Lacrime di fine anno
Vittorio Delmoro - 09-06-2002
Mi si è asciugata la lingua – ha sussurrato Rosalìa, la più sensibile dei miei alunni di classe seconda, mentre i suoi amici guardavano con occhi attoniti i compagni di quinta che piangevano sconsolatamente. E piangevano quasi tutti, anche Gabriele, solitamente così spensierato, anche Cristian, che passava la vita col sorriso stampato in faccia, anche Matteo, alla continua ricerca di qualcuno da prendere in giro. Delle femmine si sa, così delicate e suscettibili, bastava poco a gettarle in lacrime. Solo Davide se ne stava dietro tutti gli altri come sempre, col capo chino e l’espressione abbattuta, ma non piangeva.

Il pianto scolastico non era certo una novità per me; in oltre trent’anni di carriera ne avevo viste di lacrime! Ma si era sempre trattato di residui di litigate più o meno furiose, di risposte emotive ad insulti troppo pesanti, di vero dolore fisico in seguito ad incidenti presto dimenticati; qualche volta si era trattato di paura o comunque di ansia per qualche risultato inatteso, oppure di un’improvvisa ed irrefrenabile emozione, subito dominata per evitare inopportune prese in giro.

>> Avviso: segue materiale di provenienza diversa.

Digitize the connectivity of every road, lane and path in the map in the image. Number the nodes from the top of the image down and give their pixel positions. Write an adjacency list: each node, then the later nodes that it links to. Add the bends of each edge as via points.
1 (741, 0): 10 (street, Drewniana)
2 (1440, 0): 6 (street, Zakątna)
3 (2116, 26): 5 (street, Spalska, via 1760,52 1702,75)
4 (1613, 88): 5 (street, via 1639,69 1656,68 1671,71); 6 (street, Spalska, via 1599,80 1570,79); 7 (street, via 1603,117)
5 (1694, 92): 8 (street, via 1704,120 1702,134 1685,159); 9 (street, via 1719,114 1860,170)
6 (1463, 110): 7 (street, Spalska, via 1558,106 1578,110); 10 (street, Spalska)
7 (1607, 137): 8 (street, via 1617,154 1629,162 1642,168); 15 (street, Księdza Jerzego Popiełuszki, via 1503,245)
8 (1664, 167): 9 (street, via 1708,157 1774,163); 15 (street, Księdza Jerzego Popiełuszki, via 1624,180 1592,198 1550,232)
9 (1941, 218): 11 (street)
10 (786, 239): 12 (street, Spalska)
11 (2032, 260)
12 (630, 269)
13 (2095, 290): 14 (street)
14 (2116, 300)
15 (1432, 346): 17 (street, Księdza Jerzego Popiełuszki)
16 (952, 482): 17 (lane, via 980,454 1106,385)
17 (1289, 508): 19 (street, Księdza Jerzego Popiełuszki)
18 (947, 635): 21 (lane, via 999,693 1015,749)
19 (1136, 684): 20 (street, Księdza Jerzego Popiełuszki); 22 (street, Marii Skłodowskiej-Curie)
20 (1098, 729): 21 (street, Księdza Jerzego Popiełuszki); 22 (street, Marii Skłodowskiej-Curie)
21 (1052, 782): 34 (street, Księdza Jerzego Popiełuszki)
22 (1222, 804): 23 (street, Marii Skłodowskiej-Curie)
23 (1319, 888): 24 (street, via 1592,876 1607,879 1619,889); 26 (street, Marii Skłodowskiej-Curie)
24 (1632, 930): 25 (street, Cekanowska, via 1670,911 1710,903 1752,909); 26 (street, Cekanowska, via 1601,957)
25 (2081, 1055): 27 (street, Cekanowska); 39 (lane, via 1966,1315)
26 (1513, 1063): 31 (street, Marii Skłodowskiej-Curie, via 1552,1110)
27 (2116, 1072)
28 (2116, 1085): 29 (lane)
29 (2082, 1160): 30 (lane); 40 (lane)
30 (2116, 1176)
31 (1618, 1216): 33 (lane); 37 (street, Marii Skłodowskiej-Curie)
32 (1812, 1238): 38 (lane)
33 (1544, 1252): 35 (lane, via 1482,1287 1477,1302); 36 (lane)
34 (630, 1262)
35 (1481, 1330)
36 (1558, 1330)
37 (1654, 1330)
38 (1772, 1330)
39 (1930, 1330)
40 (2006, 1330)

Questa volta però era diverso; per la verità un’avvisaglia c’era stata la sera precedente, quando a conclusione del consueto spettacolo di fine anno, gli alunni della quinta erano rimasti sul palco e fra gli applausi che stavano scemando e il brusio che cominciava a montare avevano voluto dire due parole di ringraziamento agli insegnanti che stavano per lasciare; le lacrime erano sgorgate subito dagli occhi di Elisa che parlava al microfono e avevano contagiato le compagne e anche qualche maschio; ma tutto si era perso nel successivo trambusto generale ed io non mi ero neppure accorto di Giordano che, emozionatissimo, mi stava dando un bacio.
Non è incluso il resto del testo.